Wheat prices are jumping for a number of reasons, including bad weather in such exporting nations as Australia. Demand is rising in rapidly developing economies such as India and China. The picture is further complicated because a growing share of U.S. crop land is being devoted to corn for ethanol.

Though there are a number of factors, "all of these markets are moving higher based on the growth in biofuels, which is made economical due to the high prices for energy," says David Lehman, director of commodity research and product development for the CME Group, which owns the Chicago Board of Trade.

"While corn is the commodity that's used directly, corn, wheat and soybeans all compete to some degree for the same acreage," Lehman says. He notes that current prices are not the highest in inflation-adjusted terms.

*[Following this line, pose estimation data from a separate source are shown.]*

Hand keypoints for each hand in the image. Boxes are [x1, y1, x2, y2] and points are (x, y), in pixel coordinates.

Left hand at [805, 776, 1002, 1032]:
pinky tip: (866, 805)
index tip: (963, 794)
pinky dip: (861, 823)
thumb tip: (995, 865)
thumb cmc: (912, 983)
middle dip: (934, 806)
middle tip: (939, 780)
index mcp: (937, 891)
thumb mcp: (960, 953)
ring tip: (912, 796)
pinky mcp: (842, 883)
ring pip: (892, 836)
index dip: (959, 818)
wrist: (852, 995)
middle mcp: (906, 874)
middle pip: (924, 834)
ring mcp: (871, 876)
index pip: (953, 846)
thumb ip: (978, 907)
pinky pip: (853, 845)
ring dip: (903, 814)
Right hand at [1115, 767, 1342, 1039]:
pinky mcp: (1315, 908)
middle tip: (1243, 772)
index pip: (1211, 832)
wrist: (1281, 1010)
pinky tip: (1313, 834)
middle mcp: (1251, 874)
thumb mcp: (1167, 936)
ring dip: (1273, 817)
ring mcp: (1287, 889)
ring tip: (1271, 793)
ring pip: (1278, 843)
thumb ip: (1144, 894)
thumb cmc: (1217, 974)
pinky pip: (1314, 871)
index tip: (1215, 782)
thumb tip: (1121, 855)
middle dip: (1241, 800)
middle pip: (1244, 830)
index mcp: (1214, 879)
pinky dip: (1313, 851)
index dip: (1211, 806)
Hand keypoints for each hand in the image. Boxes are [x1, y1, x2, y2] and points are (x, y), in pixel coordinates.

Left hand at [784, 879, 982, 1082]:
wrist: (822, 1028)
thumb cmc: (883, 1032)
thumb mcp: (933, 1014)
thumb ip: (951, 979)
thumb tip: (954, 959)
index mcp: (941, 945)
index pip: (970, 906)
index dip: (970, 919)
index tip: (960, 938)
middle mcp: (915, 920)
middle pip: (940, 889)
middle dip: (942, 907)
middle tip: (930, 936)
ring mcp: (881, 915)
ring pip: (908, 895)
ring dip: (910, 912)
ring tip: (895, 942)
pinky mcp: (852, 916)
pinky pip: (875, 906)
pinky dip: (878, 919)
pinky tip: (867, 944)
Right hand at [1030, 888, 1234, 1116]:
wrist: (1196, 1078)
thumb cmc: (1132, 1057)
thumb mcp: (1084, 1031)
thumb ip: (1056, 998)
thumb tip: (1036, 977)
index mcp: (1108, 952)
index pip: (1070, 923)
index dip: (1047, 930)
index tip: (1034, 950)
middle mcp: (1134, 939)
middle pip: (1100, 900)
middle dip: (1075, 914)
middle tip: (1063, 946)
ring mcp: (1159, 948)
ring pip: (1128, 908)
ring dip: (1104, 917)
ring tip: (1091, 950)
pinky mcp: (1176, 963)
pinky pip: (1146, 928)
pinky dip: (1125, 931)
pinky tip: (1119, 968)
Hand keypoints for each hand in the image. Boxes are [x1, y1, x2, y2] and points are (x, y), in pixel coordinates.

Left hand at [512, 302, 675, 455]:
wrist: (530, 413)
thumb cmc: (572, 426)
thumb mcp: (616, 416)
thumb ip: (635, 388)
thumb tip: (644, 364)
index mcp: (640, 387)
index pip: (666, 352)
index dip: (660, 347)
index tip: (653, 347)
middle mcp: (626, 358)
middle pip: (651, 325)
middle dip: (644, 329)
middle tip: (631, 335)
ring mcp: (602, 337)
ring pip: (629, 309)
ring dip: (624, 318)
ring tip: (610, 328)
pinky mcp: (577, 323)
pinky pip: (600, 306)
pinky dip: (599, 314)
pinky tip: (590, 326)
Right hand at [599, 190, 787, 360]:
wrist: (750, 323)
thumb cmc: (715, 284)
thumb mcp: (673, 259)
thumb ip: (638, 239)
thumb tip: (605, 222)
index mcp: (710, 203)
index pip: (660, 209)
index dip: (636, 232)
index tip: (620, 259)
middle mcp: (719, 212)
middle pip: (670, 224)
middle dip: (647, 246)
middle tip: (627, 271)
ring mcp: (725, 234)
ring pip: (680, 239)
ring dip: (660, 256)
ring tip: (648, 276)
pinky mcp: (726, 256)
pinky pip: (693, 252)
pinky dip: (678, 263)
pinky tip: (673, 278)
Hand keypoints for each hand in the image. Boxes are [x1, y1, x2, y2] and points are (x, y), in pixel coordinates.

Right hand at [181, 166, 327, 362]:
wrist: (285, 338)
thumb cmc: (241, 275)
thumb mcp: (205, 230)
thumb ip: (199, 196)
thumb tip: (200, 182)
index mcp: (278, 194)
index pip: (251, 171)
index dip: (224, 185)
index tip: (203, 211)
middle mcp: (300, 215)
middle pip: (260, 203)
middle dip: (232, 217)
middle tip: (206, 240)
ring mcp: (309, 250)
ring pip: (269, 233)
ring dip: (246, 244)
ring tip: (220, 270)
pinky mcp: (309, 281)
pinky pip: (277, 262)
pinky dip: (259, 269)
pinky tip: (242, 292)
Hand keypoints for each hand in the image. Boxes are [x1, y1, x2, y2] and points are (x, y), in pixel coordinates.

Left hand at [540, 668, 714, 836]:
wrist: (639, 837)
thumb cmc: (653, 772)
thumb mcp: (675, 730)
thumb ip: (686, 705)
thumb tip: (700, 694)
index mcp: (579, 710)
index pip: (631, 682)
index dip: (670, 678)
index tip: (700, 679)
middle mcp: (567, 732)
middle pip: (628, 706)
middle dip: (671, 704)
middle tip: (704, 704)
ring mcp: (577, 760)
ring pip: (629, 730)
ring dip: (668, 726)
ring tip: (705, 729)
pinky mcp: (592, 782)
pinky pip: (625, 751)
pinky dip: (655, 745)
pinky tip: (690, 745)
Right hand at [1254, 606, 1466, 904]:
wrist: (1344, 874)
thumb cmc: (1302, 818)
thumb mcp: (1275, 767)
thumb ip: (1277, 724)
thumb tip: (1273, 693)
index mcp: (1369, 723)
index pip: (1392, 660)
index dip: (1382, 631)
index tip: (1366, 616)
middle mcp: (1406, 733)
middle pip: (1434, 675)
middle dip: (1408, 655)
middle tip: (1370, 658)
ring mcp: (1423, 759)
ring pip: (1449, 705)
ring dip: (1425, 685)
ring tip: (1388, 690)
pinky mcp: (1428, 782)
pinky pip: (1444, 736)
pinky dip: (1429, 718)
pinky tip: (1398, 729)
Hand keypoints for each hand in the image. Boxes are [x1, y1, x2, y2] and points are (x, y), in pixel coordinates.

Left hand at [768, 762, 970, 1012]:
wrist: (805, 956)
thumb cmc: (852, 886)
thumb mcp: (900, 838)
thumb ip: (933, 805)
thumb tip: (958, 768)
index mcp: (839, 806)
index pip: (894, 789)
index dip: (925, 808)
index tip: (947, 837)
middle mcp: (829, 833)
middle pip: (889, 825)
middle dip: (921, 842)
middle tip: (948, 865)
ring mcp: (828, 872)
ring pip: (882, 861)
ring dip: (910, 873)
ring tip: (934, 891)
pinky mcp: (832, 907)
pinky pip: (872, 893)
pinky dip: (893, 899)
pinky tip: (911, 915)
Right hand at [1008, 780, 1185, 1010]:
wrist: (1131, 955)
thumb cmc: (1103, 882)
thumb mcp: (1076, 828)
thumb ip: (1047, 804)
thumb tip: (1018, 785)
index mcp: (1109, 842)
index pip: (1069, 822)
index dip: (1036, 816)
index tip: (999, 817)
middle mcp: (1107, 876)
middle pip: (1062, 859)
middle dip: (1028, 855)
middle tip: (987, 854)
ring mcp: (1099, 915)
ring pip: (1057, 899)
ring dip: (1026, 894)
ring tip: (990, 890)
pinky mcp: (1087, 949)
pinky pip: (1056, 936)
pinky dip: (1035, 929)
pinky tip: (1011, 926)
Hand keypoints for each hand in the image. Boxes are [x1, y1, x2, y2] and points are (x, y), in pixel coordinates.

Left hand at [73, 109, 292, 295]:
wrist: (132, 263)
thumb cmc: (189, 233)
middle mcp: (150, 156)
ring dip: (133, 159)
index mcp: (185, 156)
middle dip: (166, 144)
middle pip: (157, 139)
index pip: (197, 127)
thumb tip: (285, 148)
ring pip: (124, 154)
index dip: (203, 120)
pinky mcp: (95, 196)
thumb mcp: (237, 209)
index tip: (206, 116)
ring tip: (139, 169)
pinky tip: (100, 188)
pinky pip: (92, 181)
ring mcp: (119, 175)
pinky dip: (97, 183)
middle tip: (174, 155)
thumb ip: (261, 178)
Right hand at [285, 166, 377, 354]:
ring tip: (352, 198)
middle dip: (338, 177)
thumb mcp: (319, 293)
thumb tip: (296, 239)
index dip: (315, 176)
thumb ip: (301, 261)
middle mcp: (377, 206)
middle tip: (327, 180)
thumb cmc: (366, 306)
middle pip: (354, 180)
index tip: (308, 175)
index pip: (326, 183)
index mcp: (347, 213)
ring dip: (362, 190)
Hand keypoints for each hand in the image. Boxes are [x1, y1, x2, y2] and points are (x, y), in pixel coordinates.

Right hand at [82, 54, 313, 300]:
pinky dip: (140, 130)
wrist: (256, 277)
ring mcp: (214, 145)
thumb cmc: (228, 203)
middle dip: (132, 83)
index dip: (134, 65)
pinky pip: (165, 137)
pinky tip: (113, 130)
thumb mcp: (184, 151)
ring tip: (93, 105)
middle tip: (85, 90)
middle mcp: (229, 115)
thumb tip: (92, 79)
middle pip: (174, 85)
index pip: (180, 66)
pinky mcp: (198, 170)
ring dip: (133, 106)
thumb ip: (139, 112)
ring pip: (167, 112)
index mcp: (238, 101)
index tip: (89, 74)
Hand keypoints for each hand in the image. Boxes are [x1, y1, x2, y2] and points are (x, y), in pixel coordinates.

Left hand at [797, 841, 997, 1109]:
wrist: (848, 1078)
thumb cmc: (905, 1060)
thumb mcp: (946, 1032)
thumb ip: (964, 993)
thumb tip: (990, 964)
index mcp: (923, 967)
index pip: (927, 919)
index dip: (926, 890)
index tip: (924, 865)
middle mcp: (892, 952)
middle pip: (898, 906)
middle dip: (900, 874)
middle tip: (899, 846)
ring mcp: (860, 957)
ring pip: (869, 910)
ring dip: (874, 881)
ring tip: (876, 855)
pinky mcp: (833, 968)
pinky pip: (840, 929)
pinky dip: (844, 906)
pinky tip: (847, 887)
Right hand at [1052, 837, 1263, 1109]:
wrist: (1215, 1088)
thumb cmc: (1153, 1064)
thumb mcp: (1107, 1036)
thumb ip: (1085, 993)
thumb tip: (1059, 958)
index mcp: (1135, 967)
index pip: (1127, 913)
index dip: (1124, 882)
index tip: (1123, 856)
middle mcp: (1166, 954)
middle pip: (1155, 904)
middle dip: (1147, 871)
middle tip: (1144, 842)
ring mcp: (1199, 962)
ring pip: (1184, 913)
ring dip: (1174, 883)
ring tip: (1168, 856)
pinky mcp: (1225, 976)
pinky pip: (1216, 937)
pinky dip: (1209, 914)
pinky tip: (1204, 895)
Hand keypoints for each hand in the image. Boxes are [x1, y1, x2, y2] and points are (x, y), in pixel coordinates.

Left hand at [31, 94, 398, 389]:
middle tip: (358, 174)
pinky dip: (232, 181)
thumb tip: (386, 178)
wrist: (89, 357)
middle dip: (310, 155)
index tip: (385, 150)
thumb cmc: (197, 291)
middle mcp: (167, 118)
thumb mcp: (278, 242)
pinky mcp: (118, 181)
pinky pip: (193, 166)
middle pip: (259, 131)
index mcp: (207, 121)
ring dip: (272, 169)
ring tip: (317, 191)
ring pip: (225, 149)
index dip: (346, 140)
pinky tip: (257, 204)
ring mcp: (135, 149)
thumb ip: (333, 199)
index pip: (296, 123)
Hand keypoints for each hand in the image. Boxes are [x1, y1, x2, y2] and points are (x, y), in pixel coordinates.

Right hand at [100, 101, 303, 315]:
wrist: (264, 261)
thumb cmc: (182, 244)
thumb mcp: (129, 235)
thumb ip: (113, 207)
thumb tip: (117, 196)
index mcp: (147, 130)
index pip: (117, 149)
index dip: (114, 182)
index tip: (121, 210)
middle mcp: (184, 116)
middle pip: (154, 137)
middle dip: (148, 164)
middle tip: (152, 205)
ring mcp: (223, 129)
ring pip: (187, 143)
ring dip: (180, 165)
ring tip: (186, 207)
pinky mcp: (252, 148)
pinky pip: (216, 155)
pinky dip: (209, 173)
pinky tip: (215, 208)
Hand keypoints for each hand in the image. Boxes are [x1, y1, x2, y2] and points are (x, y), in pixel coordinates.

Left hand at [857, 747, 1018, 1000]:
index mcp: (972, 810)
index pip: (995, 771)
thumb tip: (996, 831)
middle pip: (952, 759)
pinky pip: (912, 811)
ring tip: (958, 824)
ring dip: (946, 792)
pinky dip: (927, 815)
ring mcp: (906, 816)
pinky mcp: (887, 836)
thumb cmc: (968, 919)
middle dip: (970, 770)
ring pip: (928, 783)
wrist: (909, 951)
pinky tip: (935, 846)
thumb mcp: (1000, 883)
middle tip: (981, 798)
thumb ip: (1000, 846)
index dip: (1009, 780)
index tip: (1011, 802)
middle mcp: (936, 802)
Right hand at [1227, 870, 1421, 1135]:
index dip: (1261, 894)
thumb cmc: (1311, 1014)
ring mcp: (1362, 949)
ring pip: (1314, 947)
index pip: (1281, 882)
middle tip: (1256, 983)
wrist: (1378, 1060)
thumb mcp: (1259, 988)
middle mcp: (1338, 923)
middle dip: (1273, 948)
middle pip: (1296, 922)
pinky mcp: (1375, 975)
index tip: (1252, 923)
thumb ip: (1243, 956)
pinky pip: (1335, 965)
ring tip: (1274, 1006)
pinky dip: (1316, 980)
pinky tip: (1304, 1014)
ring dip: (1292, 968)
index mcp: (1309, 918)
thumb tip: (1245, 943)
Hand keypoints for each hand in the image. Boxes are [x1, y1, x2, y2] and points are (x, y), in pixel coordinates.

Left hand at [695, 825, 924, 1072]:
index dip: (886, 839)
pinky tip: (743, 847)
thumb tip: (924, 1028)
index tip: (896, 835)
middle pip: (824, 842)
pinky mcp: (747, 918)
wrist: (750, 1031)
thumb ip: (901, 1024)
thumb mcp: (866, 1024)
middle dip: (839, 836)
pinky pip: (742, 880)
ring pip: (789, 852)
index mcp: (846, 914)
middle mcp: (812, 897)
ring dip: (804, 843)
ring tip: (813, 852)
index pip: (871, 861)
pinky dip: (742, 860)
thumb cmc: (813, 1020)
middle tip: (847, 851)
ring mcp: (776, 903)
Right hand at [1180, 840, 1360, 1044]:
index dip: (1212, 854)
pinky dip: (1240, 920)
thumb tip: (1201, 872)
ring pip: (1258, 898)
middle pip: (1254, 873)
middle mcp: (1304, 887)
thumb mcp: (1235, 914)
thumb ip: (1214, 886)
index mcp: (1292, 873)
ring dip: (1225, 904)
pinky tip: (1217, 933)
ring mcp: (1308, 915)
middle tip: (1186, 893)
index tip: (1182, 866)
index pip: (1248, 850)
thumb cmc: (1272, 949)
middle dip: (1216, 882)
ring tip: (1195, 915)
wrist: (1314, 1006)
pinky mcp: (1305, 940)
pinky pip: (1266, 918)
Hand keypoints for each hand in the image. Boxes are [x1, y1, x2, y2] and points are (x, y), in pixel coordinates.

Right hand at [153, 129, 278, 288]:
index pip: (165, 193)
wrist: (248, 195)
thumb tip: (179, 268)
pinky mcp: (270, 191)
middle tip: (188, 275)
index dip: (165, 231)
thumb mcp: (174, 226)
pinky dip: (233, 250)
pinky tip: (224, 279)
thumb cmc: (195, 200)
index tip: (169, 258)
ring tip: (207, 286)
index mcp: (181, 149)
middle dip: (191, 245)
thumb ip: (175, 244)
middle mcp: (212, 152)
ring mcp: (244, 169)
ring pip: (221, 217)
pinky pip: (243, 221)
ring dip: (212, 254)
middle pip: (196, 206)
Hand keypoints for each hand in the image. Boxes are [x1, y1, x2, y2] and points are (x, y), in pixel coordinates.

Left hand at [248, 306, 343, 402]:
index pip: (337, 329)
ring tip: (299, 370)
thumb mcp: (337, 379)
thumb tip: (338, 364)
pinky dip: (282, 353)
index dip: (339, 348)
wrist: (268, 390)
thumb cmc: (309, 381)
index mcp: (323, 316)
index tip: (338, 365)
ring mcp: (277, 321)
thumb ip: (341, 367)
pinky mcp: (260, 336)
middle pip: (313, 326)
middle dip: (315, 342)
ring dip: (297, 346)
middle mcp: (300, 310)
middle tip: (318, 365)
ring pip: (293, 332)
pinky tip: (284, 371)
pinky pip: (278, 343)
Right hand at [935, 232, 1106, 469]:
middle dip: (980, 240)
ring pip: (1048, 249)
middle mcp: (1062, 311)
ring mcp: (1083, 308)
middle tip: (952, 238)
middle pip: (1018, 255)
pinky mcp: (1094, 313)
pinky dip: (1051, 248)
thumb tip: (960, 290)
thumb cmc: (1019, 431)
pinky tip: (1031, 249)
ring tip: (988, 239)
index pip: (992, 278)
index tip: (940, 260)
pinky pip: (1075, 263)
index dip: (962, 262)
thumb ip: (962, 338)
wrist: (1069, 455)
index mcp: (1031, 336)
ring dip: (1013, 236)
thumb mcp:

The Agriculture Department recently forecast that U.S. wheat stocks this year would fall to a six-decade low. World grain stocks are the tightest in three decades, and consumers have felt the price run-up. Retail food prices have risen at a 5.3 percent annual rate so far this year, compared with 2.1 percent for all of 2006.

Tom Jackson, senior economist at economic forecasting firm Global Insight, notes some millers are having a hard time finding wheat supplies, let alone worrying about cost.

"When you're talking about the price increases that you're seeing for flour and other kinds of inputs, it's definitely being passed along," Jackson says.

U.S. consumers spend about 10 percent of after-tax income on average on food. The price rise hurts more in nations where food is a bigger share of family budgets. There have been food riots in some countries.

The U.N. Food and Agriculture Organization yesterday urged the international community to provide more seed, fertilizer and other materials to farmers in less-developed nations. The Food and Agriculture Organization food price index is up about 40 percent this year, compared with 9 percent for 2006.

"Without support for poor farmers and their families in the hardest-hit countries, they will not be able to cope," Food and Agriculture Organization Director-General Jacques Diouf said in a statement released by the Rome-based group.